Commonwealth Games 2022: Australia Women's Cricket team preview, squads, fixtures and tournament prediction
A solid top-three comprising Alyssa Healy, Beth Mooney and Meg Lanning, followed by Tahila McGrath, Racheal Haynes and world-class all-rounder Ellyse Perry - Australia have a formidable batting line-up, and the seam-bowling pair of Perry, Megan Schutt and Annabel Sutherland offers little breathing space to the opponents. Add to that the quality of wrist-spinner Alana King and the ever-efficient Jess Jonassen in the spin department and the Australia Women team make up for a World beating side.
Their strength in the shortest format is evident by the fact that they have won a staggering five of the seven ICC Women’s T20 World Cups till date, including the most recent one at home in early 2020.
A packed MCG was only part of the story – it's been a fantastic year for women's cricket in Australia 🎆 pic.twitter.com/Op8TervV5S— ICC (@ICC) August 28, 2020
They won the ODI World Cup earlier this year, and have a great chance to script another glory, this time at the Birmingham Commonwealth Games 2022. They’ve been in prime form in the ongoing tri-nation series in Ireland featuring the hosts and Pakistan, and that sends enough warning signs to all other participating teams in the competition. They once again begin as firm (perhaps even outright) favourites, even though India vice-captain Smriti Mandhana fancies thinking otherwise.
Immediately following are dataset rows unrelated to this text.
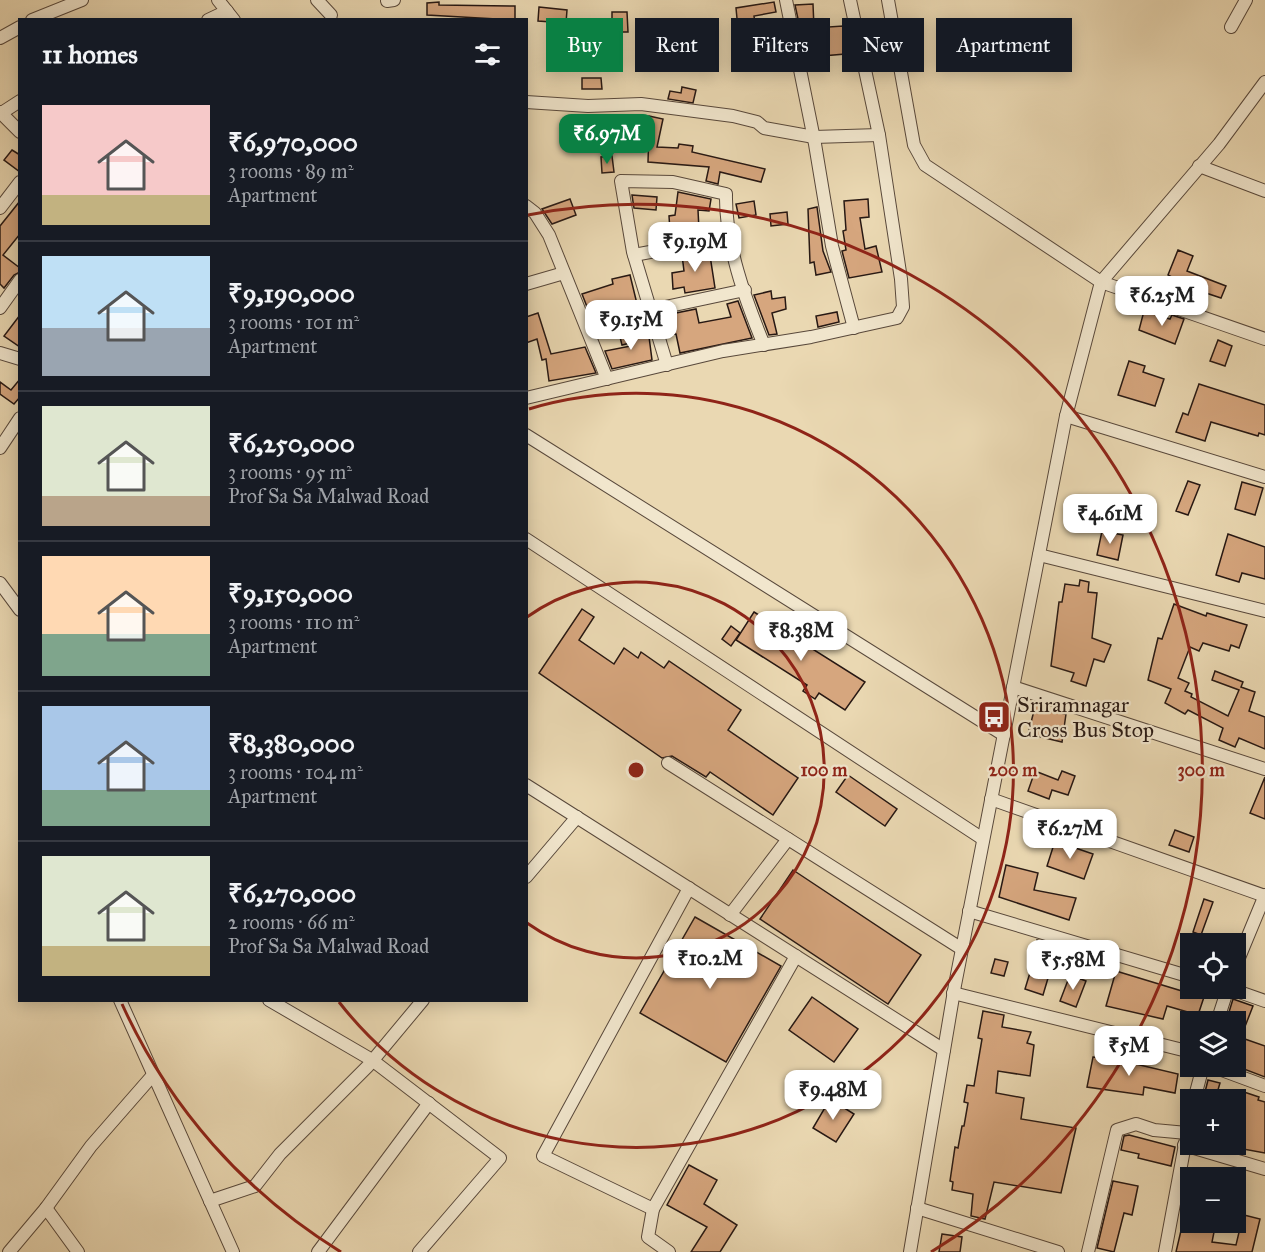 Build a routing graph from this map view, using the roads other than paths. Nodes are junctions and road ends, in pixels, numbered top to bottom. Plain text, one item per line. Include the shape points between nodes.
1 (82, 0) edge
2 (218, 0) edge
3 (317, 0) edge
4 (786, 0) edge
5 (850, 0) edge
6 (888, 0) edge
7 (1246, 0) edge
8 (231, 15) edge
9 (331, 15) dead end
10 (37, 18) edge
11 (1231, 27) dead end
12 (18, 28) edge
13 (0, 38) edge
14 (1265, 82) edge
15 (18, 102) edge
16 (528, 102) edge
17 (0, 113) edge
18 (18, 130) edge
19 (879, 135) junction
20 (814, 137) junction
21 (1199, 166) junction
22 (18, 185) edge
23 (1265, 191) edge
24 (0, 208) edge
25 (528, 208) edge
26 (731, 237) junction
27 (634, 255) junction
28 (564, 273) junction
29 (1101, 282) junction
30 (18, 283) edge
31 (528, 283) edge
32 (745, 290) junction
33 (0, 308) edge
34 (651, 310) junction
35 (854, 328) junction
36 (1265, 339) edge
37 (764, 345) junction
38 (0, 353) edge
39 (18, 358) edge
40 (667, 365) junction
41 (607, 379) junction
42 (528, 398) edge
43 (1066, 416) junction
44 (18, 421) edge
45 (528, 436) edge
46 (0, 448) edge
47 (1265, 477) edge
48 (528, 540) edge
49 (1039, 555) junction
50 (2, 591) edge
51 (18, 608) edge
52 (1265, 611) edge
53 (1013, 687) junction
54 (1004, 735) junction
55 (668, 763) dead end
56 (1265, 769) edge
57 (528, 786) edge
58 (991, 799) junction
59 (577, 817) junction
60 (788, 839) junction
61 (983, 839) junction
62 (528, 875) edge
63 (689, 888) junction
64 (1265, 895) edge
65 (969, 911) junction
66 (730, 915) junction
67 (1246, 941) edge
68 (962, 950) junction
69 (796, 956) junction
70 (1180, 974) edge
71 (953, 993) junction
72 (1246, 994) edge
73 (1265, 1001) edge
74 (121, 1002) edge
75 (272, 1002) edge
76 (421, 1002) edge
77 (1180, 1049) edge
78 (944, 1050) junction
79 (372, 1060) junction
80 (153, 1075) junction
81 (1241, 1077) edge
82 (1265, 1086) edge
83 (429, 1103) junction
84 (1180, 1137) edge
85 (1183, 1155) edge
86 (1227, 1155) edge
87 (1265, 1170) edge
88 (210, 1202) junction
89 (46, 1208) junction
90 (917, 1208) junction
91 (654, 1209) junction
92 (1049, 1251) edge
93 (9, 1252) edge
94 (78, 1252) edge
95 (232, 1252) edge
96 (318, 1252) edge
97 (419, 1252) edge
98 (669, 1252) edge
99 (910, 1252) edge
100 (1088, 1252) edge
101 (1166, 1252) edge

1 - 10 street
2 - 8 street
3 - 9 street
4 - 20 street
5 - 19 street
6 - 29 street via 914,145 925,165
7 - 11 street
12 - 13 street
14 - 21 street
15 - 17 street
16 - 20 street via 641,104 733,116 757,122 764,128
17 - 18 street
19 - 20 street
19 - 35 street via 903,307 897,318
20 - 35 street via 832,246
21 - 23 street
21 - 29 street
22 - 24 street
25 - 28 street via 549,235
26 - 27 street
26 - 27 street via 726,194 673,183 621,182
26 - 32 street
27 - 34 street
28 - 31 street
28 - 41 street
29 - 36 street
29 - 43 street
30 - 33 street
32 - 34 street
32 - 37 street
34 - 40 street
35 - 37 street
37 - 40 street
38 - 39 street
40 - 41 street
41 - 42 street
43 - 47 street
43 - 49 street
44 - 46 street
45 - 54 street
48 - 61 street
49 - 52 street
49 - 53 street
50 - 51 street
53 - 54 street
53 - 56 street
54 - 58 street
55 - 60 street
57 - 59 street
58 - 61 street
58 - 64 street
59 - 62 street
59 - 63 street
60 - 66 street
60 - 68 street
61 - 65 street
63 - 66 street
63 - 91 street via 543,1156
64 - 67 street
65 - 68 street
65 - 70 street
66 - 69 street
68 - 71 street
69 - 78 street
69 - 91 street
71 - 77 street
71 - 78 street
72 - 73 street
74 - 80 street
75 - 79 street
76 - 79 street
78 - 90 street
79 - 83 street
79 - 88 street via 280,1154 255,1186
80 - 88 street
80 - 89 street via 91,1146
81 - 82 street
83 - 96 street
83 - 97 street via 500,1158
84 - 100 street via 1136,1124 1117,1130
85 - 101 street
86 - 87 street
88 - 95 street
89 - 93 street
89 - 94 street
90 - 92 street
90 - 99 street
91 - 98 street via 648,1237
Australia Women have been a highly accomplished team across formats in recent years.
The team has lost just one of their last 39 completed ODIs since 2018 - the only defeat coming against India by a two-wicket margin in Mackay last September. That was preceded by a staggering winning streak of 26 games, and has been succeeded by an ongoing one of 12, including nine straight wins to lift the ICC Women’s Cricket World Cup 2022 Trophy in New Zealand in March-April.
As for T20Is, they have won each of their last five completed games, including two against Ireland recently. Possessing a number of match-winners in their ranks, Meg Lanning’s team has it all to win another multi-nation competition.
Players to watch out for
The second ranked Women’s T20I batter in the ICC Rankings currently, with skipper Meg Lanning at the top, Beth Mooney is capable of demolishing the best of bowling attacks on her day, and her unbeaten 45 off 33 against Ireland last week offers enough assurance ahead of the marquee event. Mooney’s overall T20I numbers - 1,703 runs at 37 and a strike-rate of 122.51, with 11 fifties and two hundreds make a highly impressive reading.
The swashbuckling wicket-keeper batter had won the T20 World Cup 2020 final against India at the Melbourne by her own, with a sparkling 39-ball 75, and followed that with a monumental 170 in the 50 over WC final against England in Christchurch this April. She might’ve had fairly low scores in her first two outings of the Ireland tri-series, and that could fuel her even more to rise once again at the global stage.
Australia Women's fixtures at the Birmingham Commonwealth Games 2022
July 29, Friday: Australia Women vs India Women
July 31, Sunday: Australia Women vs Barbados Women
August 3, Wednesday: Australia Women vs Pakistan Women
The two semi-finals will be played on August 6, Saturday, followed by the Gold and Bronze medal games on August 7. All matches will be played at the Edgbaston Cricket Ground.
Australia are placed in Group A alongside India, Pakistan and Barbados, and are expected to have a smooth sailing with a top-two finish and progress through to the semi-finals, with only India expected to throw up a genuine challenge first-up. They’re known to build onto their dominant form in the playoffs, and that could mean they already begin with a psychological advantage at the business end, just as it stands with the competition less than a week away from its start.
Meg Lanning (c), Rachael Haynes (vc), Darcie Brown, Nicola Carey, Ashleigh Gardner, Grace Harris, Alyssa Healy, Jess Jonassen, Alana King, Tahila McGrath, Beth Mooney, Ellyse Perry, Megan Schutt, Annabel Sutherland, Amanda-Jade Wellington.